Da due anni una donna di Montpellier è sottoposta all’incessante abbaiare del cane del suo vicino

“Soffro di pressione alta e la notte quando vado a letto e il cane inizia ad abbaiare, mi stresso”, dice Michèle Giraudo. Questo settantenne di Montpellier, in pensione dal municipio, vive nella preoccupazione di sentire, ogni giorno, il cane al 5° piano del suo edificio nel quartiere di Port Marianne. “Mi sta rovinando la vita”lei insiste.

“Non so per quanto tempo abbaierà. Non ci penso quando non abbaia ma torna quando riparte e non lo sopporto”ripeté Michele, con le lacrime agli occhi. “Può durare diverse ore, al mattino, durante il giorno o la sera”spiega.

“Ho il diritto di vivere serenamente nel mio appartamento” — Michèle Giraudo, 72 anni

Tuttavia, Michèle Giraudo ha cercato di contattare il suo giovane vicino al 5° piano. “Non risponde quando suona il campanello.
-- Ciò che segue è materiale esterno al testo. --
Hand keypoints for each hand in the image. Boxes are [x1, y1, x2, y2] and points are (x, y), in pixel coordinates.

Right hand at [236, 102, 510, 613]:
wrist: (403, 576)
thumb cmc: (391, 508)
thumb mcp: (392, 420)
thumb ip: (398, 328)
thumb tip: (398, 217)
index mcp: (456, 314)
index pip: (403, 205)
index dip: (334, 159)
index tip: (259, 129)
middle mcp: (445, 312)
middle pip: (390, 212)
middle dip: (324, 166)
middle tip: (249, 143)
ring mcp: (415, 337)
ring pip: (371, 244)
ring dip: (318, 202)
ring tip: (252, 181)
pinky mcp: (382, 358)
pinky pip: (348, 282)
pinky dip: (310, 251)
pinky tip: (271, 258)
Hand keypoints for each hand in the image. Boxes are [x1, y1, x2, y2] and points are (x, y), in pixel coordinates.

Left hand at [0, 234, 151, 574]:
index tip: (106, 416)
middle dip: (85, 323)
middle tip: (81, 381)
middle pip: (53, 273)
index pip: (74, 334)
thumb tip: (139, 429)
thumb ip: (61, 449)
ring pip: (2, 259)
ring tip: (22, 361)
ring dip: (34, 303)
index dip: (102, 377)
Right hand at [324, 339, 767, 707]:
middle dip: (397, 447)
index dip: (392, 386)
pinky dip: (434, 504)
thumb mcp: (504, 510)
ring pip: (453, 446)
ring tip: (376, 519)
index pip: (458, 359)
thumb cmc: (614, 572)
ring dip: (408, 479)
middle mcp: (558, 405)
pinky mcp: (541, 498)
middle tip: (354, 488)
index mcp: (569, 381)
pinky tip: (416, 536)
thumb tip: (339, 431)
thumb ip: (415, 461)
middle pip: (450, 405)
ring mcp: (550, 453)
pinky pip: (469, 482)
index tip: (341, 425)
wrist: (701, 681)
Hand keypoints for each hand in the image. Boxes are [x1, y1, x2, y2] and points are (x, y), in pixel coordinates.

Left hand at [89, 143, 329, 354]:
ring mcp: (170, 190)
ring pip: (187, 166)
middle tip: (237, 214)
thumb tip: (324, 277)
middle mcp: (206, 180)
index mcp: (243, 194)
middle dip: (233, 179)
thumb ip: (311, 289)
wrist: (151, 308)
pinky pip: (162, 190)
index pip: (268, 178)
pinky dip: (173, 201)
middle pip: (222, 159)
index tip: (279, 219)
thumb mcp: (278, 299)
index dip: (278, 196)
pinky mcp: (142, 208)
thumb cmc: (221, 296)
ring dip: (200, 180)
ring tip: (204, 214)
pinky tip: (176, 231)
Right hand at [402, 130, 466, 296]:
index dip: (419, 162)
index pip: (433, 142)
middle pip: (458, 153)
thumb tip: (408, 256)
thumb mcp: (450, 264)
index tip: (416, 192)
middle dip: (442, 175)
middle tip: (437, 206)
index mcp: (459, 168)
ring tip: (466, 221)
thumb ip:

Quindi, quando il suo cane abbaia, lascio un biglietto nella sua cassetta della posta. E quando reagisce, cosa rara, risponde che non sono mai venuto a spiegarmi a casa, che non ha capito e che ero l’unico nell’edificio a lamentarsi”ricorda Michele.

Una risposta che Michèle non poteva sopportare. “Appena l’ho visto, sono scesa a casa sua. La sua compagna mi ha detto che sarebbe venuta a casa mia e l’ha fatto. È stata l’unica volta in cui ho potuto chiacchierare con lei”ripete Michele. “Mi ha detto: ‘Sei matto!’ E poi gli ho detto che era troppo e che avrei sporto denuncia in questura. Poi sono stato minacciato che se avessi fatto qualcosa, mi sarebbe successo qualcosa”.ricorda, singhiozzando ed esausta per la situazione.

Un problema noto del padrone di casa sociale di ACM

Non appena lo ha ritenuto necessario, Michèle ha informato il suo locatore ACM, l’ente metropolitano, che ha dato formale diffida e poi ha convocato questo inquilino a seguito delle numerose segnalazioni di Michèle. “ACM non poteva riceverla dove forse non è andata”lei si rammarica.

E mi giro, mi giro. Chiamo la polizia e mi indirizzano all’ACM. ACM mi reindirizza alla polizia e io faccio proprio questo. Nessuno sembra credermi“, sospira Michèle. Dal lato del padrone di casa sociale, la situazione è stata presa in considerazione: il vicino di casa di Michèle è già stato convocato e messo in mora. Il padrone di casa ora può arrivare fino alla risoluzione del contratto di locazione. “In caso di risoluzione, potrebbe essere necessario del tempo per la configurazione”, ammette Sébastien Lefebvre, direttore della sicurezza e della mediazione di ACM Habitat. Solo che nel frattempo il cane è ancora lì e Michèle continua a soffrire per l’abbaiare.